O preparo corresponderá:
a) à taxa judiciária de ingresso, no importe de 1,5% sobre o valor atualizado da causa ou 2%, quando se tratar de execução de título extrajudicial, para recursos interpostos a partir de 03/01/2024, observado o valor mínimo de 5 UFESPs;
b) à taxa judiciária de preparo, no importe de 4% sobre o valor fixado na sentença, se líquido, ou sobre o valor fixado equitativamente pelo magistrado, se ilíquido, ou ainda 4% sobre o valor atualizado atribuído à causa na ausência de pedido condenatório, observado o valor mínimo de 5 UFESPs;
c) às despesas processuais, tais como aquelas atinentes ao envio de citações e intimações pela via postal, utilização de sistemas conveniados, publicação de editais etc. e diligências do oficial de justiça.
d) em caso de ter sido realizada audiência de conciliação, ao valor referente aos honorários do conciliador, com fundamento legal nos artigos 55 da Lei nº 9.099/1995, 13 da Lei nº 13.140/2015 e 169, § 1º, do Código de Processo Civil, regulamentados pelas Resoluções números 809/2019 do TJSP e 125/2010 do CNJ, valor este que também é considerado como despesa processual. O pagamento do conciliador será feito mediante depósito judicial, juntando-se o comprovante nos autos.

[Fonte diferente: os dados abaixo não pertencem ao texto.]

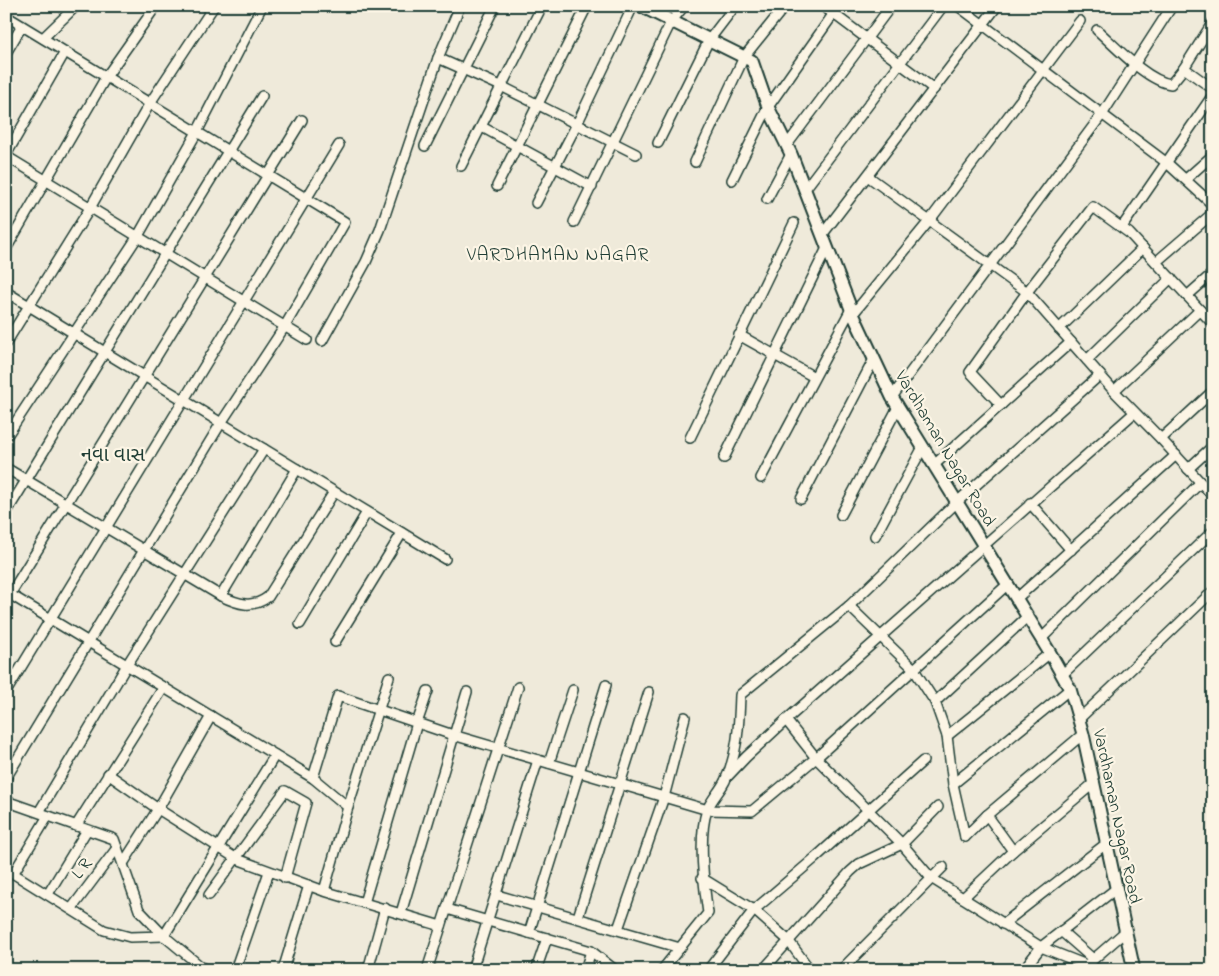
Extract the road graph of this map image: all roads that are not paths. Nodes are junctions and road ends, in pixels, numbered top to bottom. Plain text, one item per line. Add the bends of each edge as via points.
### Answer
1 (76, 6) edge
2 (156, 6) edge
3 (214, 6) edge
4 (262, 6) edge
5 (460, 6) edge
6 (495, 6) edge
7 (542, 6) edge
8 (588, 6) edge
9 (633, 6) edge
10 (641, 6) edge
11 (684, 6) edge
12 (735, 6) edge
13 (785, 6) edge
14 (823, 6) edge
15 (891, 6) edge
16 (943, 6) edge
17 (958, 6) edge
18 (997, 6) edge
19 (1172, 6) edge
20 (836, 10) edge
21 (6, 16) edge
22 (1080, 21) dead end
23 (671, 22) junction
24 (1213, 22) edge
25 (982, 24) junction
26 (22, 26) junction
27 (1097, 30) dead end
28 (43, 38) junction
29 (866, 39) junction
30 (709, 40) junction
31 (65, 52) junction
32 (6, 53) edge
33 (744, 57) junction
34 (438, 58) junction
35 (901, 64) junction
36 (1136, 64) junction
37 (1184, 68) junction
38 (464, 69) junction
39 (1042, 69) junction
40 (106, 77) junction
41 (502, 87) junction
42 (934, 89) junction
43 (1213, 89) edge
44 (1213, 95) edge
45 (262, 96) dead end
46 (150, 103) junction
47 (540, 105) junction
48 (768, 107) junction
49 (1103, 113) junction
50 (302, 120) dead end
51 (577, 124) junction
52 (482, 127) junction
53 (197, 132) junction
54 (614, 143) junction
55 (658, 143) dead end
56 (339, 145) dead end
57 (425, 146) dead end
58 (518, 148) junction
59 (789, 150) junction
60 (230, 152) junction
61 (636, 154) dead end
62 (1213, 155) edge
63 (6, 156) edge
64 (695, 162) dead end
65 (1167, 163) junction
66 (461, 166) dead end
67 (554, 169) junction
68 (269, 176) junction
69 (869, 177) junction
70 (1186, 179) junction
71 (732, 180) dead end
72 (48, 182) junction
73 (497, 186) dead end
74 (592, 187) junction
75 (805, 189) junction
76 (307, 199) junction
77 (767, 199) dead end
78 (536, 203) dead end
79 (1213, 205) edge
80 (90, 208) junction
81 (1213, 213) edge
82 (930, 220) junction
83 (574, 222) dead end
84 (794, 223) dead end
85 (1122, 227) junction
86 (822, 235) junction
87 (138, 236) junction
88 (827, 248) junction
89 (1143, 248) junction
90 (6, 250) edge
91 (166, 254) junction
92 (1156, 262) junction
93 (991, 265) junction
94 (1213, 273) edge
95 (206, 278) junction
96 (1171, 278) junction
97 (6, 292) edge
98 (1027, 292) junction
99 (1187, 296) junction
100 (243, 300) junction
101 (30, 306) junction
102 (1200, 310) junction
103 (852, 311) junction
104 (1213, 324) edge
105 (284, 326) junction
106 (1059, 329) junction
107 (75, 334) junction
108 (739, 335) junction
109 (307, 340) dead end
110 (322, 341) dead end
111 (1071, 342) junction
112 (6, 343) edge
113 (106, 353) junction
114 (775, 354) junction
115 (874, 359) junction
116 (1087, 360) junction
117 (1100, 375) junction
118 (146, 377) junction
119 (814, 377) junction
120 (1114, 391) junction
121 (1213, 391) edge
122 (184, 400) junction
123 (895, 402) junction
124 (1001, 404) junction
125 (1134, 413) junction
126 (221, 423) junction
127 (6, 437) edge
128 (690, 438) dead end
129 (1161, 439) junction
130 (1213, 446) edge
131 (923, 447) junction
132 (264, 449) junction
133 (1176, 455) junction
134 (724, 458) dead end
135 (934, 465) junction
136 (6, 468) edge
137 (297, 469) junction
138 (1188, 469) junction
139 (761, 478) dead end
140 (27, 480) junction
141 (1200, 483) junction
142 (334, 492) junction
143 (1213, 496) edge
144 (801, 499) dead end
145 (957, 502) junction
146 (1030, 503) junction
147 (66, 504) junction
148 (367, 512) junction
149 (6, 513) edge
150 (841, 515) dead end
151 (105, 527) junction
152 (1213, 531) edge
153 (402, 533) junction
154 (875, 536) dead end
155 (983, 545) junction
156 (143, 550) junction
157 (1071, 550) junction
158 (445, 559) dead end
159 (184, 575) junction
160 (1008, 584) junction
161 (1213, 591) edge
162 (8, 596) edge
163 (221, 596) junction
164 (1016, 598) junction
165 (849, 606) junction
166 (1027, 617) junction
167 (51, 619) junction
168 (300, 624) dead end
169 (882, 638) junction
170 (1041, 638) junction
171 (88, 641) junction
172 (335, 642) dead end
173 (1050, 653) junction
174 (127, 665) junction
175 (913, 668) junction
176 (1062, 675) junction
177 (389, 677) dead end
178 (606, 685) dead end
179 (164, 687) junction
180 (518, 687) dead end
181 (1070, 689) junction
182 (573, 690) dead end
183 (428, 691) dead end
184 (6, 692) edge
185 (467, 692) dead end
186 (649, 692) dead end
187 (935, 702) junction
188 (378, 710) junction
189 (210, 716) junction
190 (685, 717) dead end
191 (1079, 719) junction
192 (786, 720) junction
193 (417, 723) junction
194 (1084, 734) junction
195 (453, 735) junction
196 (947, 736) junction
197 (500, 748) junction
198 (275, 755) junction
199 (816, 758) junction
200 (538, 760) junction
201 (923, 761) dead end
202 (549, 763) junction
203 (580, 772) junction
204 (108, 774) junction
205 (6, 778) edge
206 (313, 778) junction
207 (725, 779) junction
208 (1094, 783) junction
209 (620, 784) junction
210 (953, 784) junction
211 (664, 798) junction
212 (6, 801) edge
213 (348, 807) junction
214 (938, 807) dead end
215 (158, 809) junction
216 (708, 810) junction
217 (868, 810) junction
218 (39, 812) junction
219 (48, 816) junction
220 (987, 816) junction
221 (76, 826) junction
222 (87, 830) junction
223 (1107, 843) junction
224 (902, 844) junction
225 (217, 847) junction
226 (117, 848) junction
227 (1013, 851) junction
228 (237, 859) junction
229 (124, 862) junction
230 (943, 867) dead end
231 (10, 872) edge
232 (268, 872) junction
233 (285, 878) junction
234 (702, 878) junction
235 (931, 878) junction
236 (309, 885) junction
237 (1117, 888) junction
238 (324, 891) junction
239 (48, 894) junction
240 (209, 895) dead end
241 (496, 895) junction
242 (963, 898) junction
243 (364, 903) junction
244 (537, 905) junction
245 (72, 908) junction
246 (385, 908) junction
247 (447, 909) junction
248 (754, 910) junction
249 (402, 913) junction
250 (578, 917) junction
251 (488, 921) junction
252 (1003, 924) junction
253 (441, 926) junction
254 (618, 929) junction
255 (1061, 931) junction
256 (1126, 931) junction
257 (529, 933) junction
258 (164, 936) junction
259 (547, 938) junction
260 (788, 940) junction
261 (1041, 947) junction
262 (680, 948) junction
263 (591, 950) junction
264 (1087, 965) edge
265 (205, 970) edge
266 (235, 970) edge
267 (283, 970) edge
268 (368, 970) edge
269 (433, 970) edge
270 (472, 970) edge
271 (536, 970) edge
272 (585, 970) edge
273 (615, 970) edge
274 (662, 970) edge
275 (708, 970) edge
276 (763, 970) edge
277 (810, 970) edge
278 (841, 970) edge
279 (1023, 970) edge
280 (1099, 970) edge
281 (1134, 970) edge

1 - 28 street
2 - 40 street
3 - 46 street
4 - 53 street
5 - 34 street
6 - 38 street
7 - 41 street
8 - 47 street
9 - 51 street
10 - 23 street, Vardhaman Nagar Road
11 - 23 street
12 - 30 street
13 - 33 street
14 - 20 street
15 - 29 street
16 - 35 street
17 - 25 street
18 - 25 street
19 - 36 street
20 - 29 street
20 - 48 street
21 - 26 street
22 - 39 street
23 - 30 street, Vardhaman Nagar Road
23 - 54 street
24 - 37 street
25 - 39 street
25 - 42 street
26 - 28 street
26 - 32 street
27 - 36 street
28 - 31 street
29 - 35 street
29 - 59 street
30 - 33 street, Vardhaman Nagar Road
30 - 55 street
31 - 40 street
31 - 63 street
33 - 48 street, Vardhaman Nagar Road via 752,61
33 - 64 street
34 - 38 street
34 - 110 street via 380,230
35 - 42 street
35 - 75 street
36 - 37 street via 1171,84
36 - 49 street
37 - 43 street
38 - 41 street
38 - 57 street
39 - 49 street
39 - 82 street
40 - 46 street
40 - 72 street
41 - 47 street
41 - 52 street
42 - 69 street
44 - 65 street
45 - 60 street
46 - 53 street
46 - 80 street
47 - 51 street
47 - 58 street
48 - 59 street, Vardhaman Nagar Road
48 - 71 street
49 - 65 street
49 - 93 street
50 - 68 street
51 - 54 street
51 - 67 street
52 - 58 street
52 - 66 street
53 - 60 street
53 - 87 street
54 - 61 street
54 - 74 street
56 - 76 street
58 - 67 street
58 - 73 street
59 - 75 street, Vardhaman Nagar Road
59 - 77 street
60 - 68 street
60 - 91 street
62 - 70 street
63 - 72 street
65 - 70 street
65 - 85 street
67 - 74 street
67 - 78 street
68 - 76 street
68 - 95 street
69 - 82 street
69 - 86 street
70 - 79 street
72 - 80 street
72 - 90 street
74 - 83 street
75 - 86 street, Vardhaman Nagar Road
76 - 100 street
76 - 105 street via 344,222
80 - 87 street
80 - 101 street
81 - 92 street
82 - 93 street
82 - 103 street
84 - 108 street
85 - 89 street
85 - 98 street via 1093,207
86 - 88 street, Vardhaman Nagar Road
87 - 91 street
87 - 107 street
88 - 103 street, Vardhaman Nagar Road
88 - 114 street
89 - 92 street
89 - 106 street
91 - 95 street
91 - 113 street
92 - 96 street
93 - 98 street
93 - 123 street
94 - 99 street
95 - 100 street
95 - 118 street
96 - 99 street
96 - 116 street
97 - 101 street
98 - 106 street
98 - 124 street via 970,372
99 - 102 street
100 - 105 street
100 - 122 street
101 - 107 street
101 - 112 street
102 - 104 street
102 - 120 street
103 - 115 street, Vardhaman Nagar Road
103 - 119 street
105 - 109 street
105 - 126 street
106 - 111 street
107 - 113 street
107 - 127 street
108 - 114 street
108 - 128 street
111 - 116 street
111 - 124 street
113 - 118 street
113 - 140 street
114 - 119 street
114 - 134 street
115 - 123 street, Vardhaman Nagar Road
115 - 144 street
116 - 117 street
117 - 120 street
117 - 145 street
118 - 122 street
118 - 147 street
119 - 139 street
120 - 125 street
121 - 129 street
122 - 126 street
122 - 151 street
123 - 131 street, Vardhaman Nagar Road
123 - 150 street
124 - 135 street
125 - 129 street
125 - 146 street
126 - 132 street
126 - 156 street
129 - 133 street
130 - 138 street
131 - 135 street, Vardhaman Nagar Road
131 - 154 street
132 - 137 street
132 - 159 street
133 - 138 street
133 - 157 street
135 - 145 street, Vardhaman Nagar Road
136 - 140 street
137 - 142 street
137 - 163 street
138 - 141 street
140 - 147 street
140 - 149 street
141 - 143 street
141 - 170 street
142 - 148 street
142 - 163 street via 268,597 248,605
145 - 155 street, Vardhaman Nagar Road
145 - 165 street
146 - 155 street
146 - 157 street
147 - 151 street
147 - 162 street
148 - 153 street
148 - 168 street
151 - 156 street
151 - 167 street
152 - 176 street
153 - 158 street
153 - 172 street
155 - 160 street, Vardhaman Nagar Road
155 - 169 street
156 - 159 street
156 - 171 street
157 - 164 street
159 - 163 street
159 - 174 street
160 - 164 street, Vardhaman Nagar Road
160 - 175 street
161 - 191 street
162 - 167 street
164 - 166 street, Vardhaman Nagar Road
165 - 169 street
165 - 207 street via 740,695 738,743
166 - 170 street, Vardhaman Nagar Road
166 - 187 street
167 - 171 street
167 - 184 street
169 - 175 street
169 - 192 street
170 - 173 street, Vardhaman Nagar Road
171 - 174 street
171 - 205 street
173 - 176 street, Vardhaman Nagar Road
173 - 196 street
174 - 179 street
174 - 218 street
175 - 187 street
175 - 199 street
176 - 181 street, Vardhaman Nagar Road
177 - 188 street
178 - 203 street
179 - 189 street
179 - 204 street
180 - 197 street
181 - 191 street, Vardhaman Nagar Road
181 - 210 street
182 - 202 street
183 - 193 street
185 - 195 street
186 - 209 street
187 - 196 street
188 - 193 street
188 - 206 street via 338,696
188 - 213 street
189 - 198 street
189 - 215 street
190 - 211 street
191 - 194 street, Vardhaman Nagar Road
192 - 199 street
192 - 207 street
193 - 195 street
193 - 243 street
194 - 208 street, Vardhaman Nagar Road
194 - 220 street
195 - 197 street
195 - 249 street
196 - 210 street
197 - 200 street
197 - 247 street
198 - 206 street
198 - 225 street
199 - 216 street via 752,811
199 - 217 street
200 - 202 street
200 - 241 street
201 - 217 street
202 - 203 street
203 - 209 street
203 - 244 street
204 - 215 street
204 - 221 street
206 - 213 street
207 - 216 street
208 - 223 street, Vardhaman Nagar Road
208 - 227 street
209 - 211 street
209 - 250 street
210 - 220 street via 966,837
211 - 216 street
211 - 254 street
212 - 218 street
213 - 238 street
214 - 224 street
215 - 225 street
215 - 229 street
216 - 234 street
217 - 224 street
217 - 248 street
218 - 219 street
219 - 221 street
219 - 231 street
220 - 227 street
221 - 222 street
222 - 226 street via 114,839
222 - 239 street, L R
223 - 237 street, Vardhaman Nagar Road
223 - 252 street
224 - 235 street
224 - 260 street via 859,864
225 - 228 street
225 - 258 street
226 - 229 street
226 - 245 street, L R
227 - 242 street
228 - 232 street
228 - 233 street via 285,791 306,804
228 - 240 street
229 - 258 street via 139,910
230 - 235 street
231 - 239 street
232 - 233 street
232 - 266 street
233 - 236 street
234 - 248 street
234 - 262 street via 708,913
235 - 242 street
235 - 278 street
236 - 238 street
236 - 267 street
237 - 255 street
237 - 256 street, Vardhaman Nagar Road
238 - 243 street
239 - 245 street
241 - 244 street
241 - 251 street
242 - 252 street
243 - 246 street
244 - 250 street
244 - 257 street
245 - 258 street via 104,930 118,935
246 - 249 street
246 - 268 street
247 - 251 street
247 - 253 street
248 - 260 street
248 - 275 street
249 - 253 street
250 - 254 street
251 - 257 street
251 - 270 street
252 - 261 street
253 - 269 street via 428,967
254 - 262 street
255 - 261 street
255 - 264 street
256 - 264 street
256 - 281 street, Vardhaman Nagar Road
257 - 259 street
258 - 265 street
259 - 263 street
259 - 271 street
260 - 276 street
260 - 277 street
261 - 264 street
261 - 279 street
262 - 274 street
263 - 272 street
263 - 273 street
264 - 280 street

A correta classificação do documento quando do peticionamento eletrônico confere mais agilidade na sua identificação e ao trâmite do processo, cabendo ao advogado ao cadastrar a petição indicar o tipo correto, no caso: "Recurso Inominado"; "Embargos de Declaração".
Intimem-se.
Transitada em julgado a sentença, dê-se baixa do feito no sistema.
São Paulo, data da assinatura abaixo.
assinado por ELISA LEONESI MALUF, Juíza de Direito, na forma do artigo 1º, inciso III, da Lei 11.419, de 19 de dezembro de 2006. A conferência da autenticidade do documento está disponível no endereço eletrônico https://1g.tjsp.jus.br//externo_controlador.php?acao=consulta_autenticidade_documentos, mediante o preenchimento do código verificador 610003193682v10 e do código CRC dc92952c.
Informações adicionais da assinatura:
Signatário (a): ELISA LEONESI MALUF
Data e Hora: 12/12/2025, às 17:33:25
4006745-06.2025.8.26.0016 610003193682 .V10
Conferência de autenticidade emitida em 25/12/2025 16:05:42.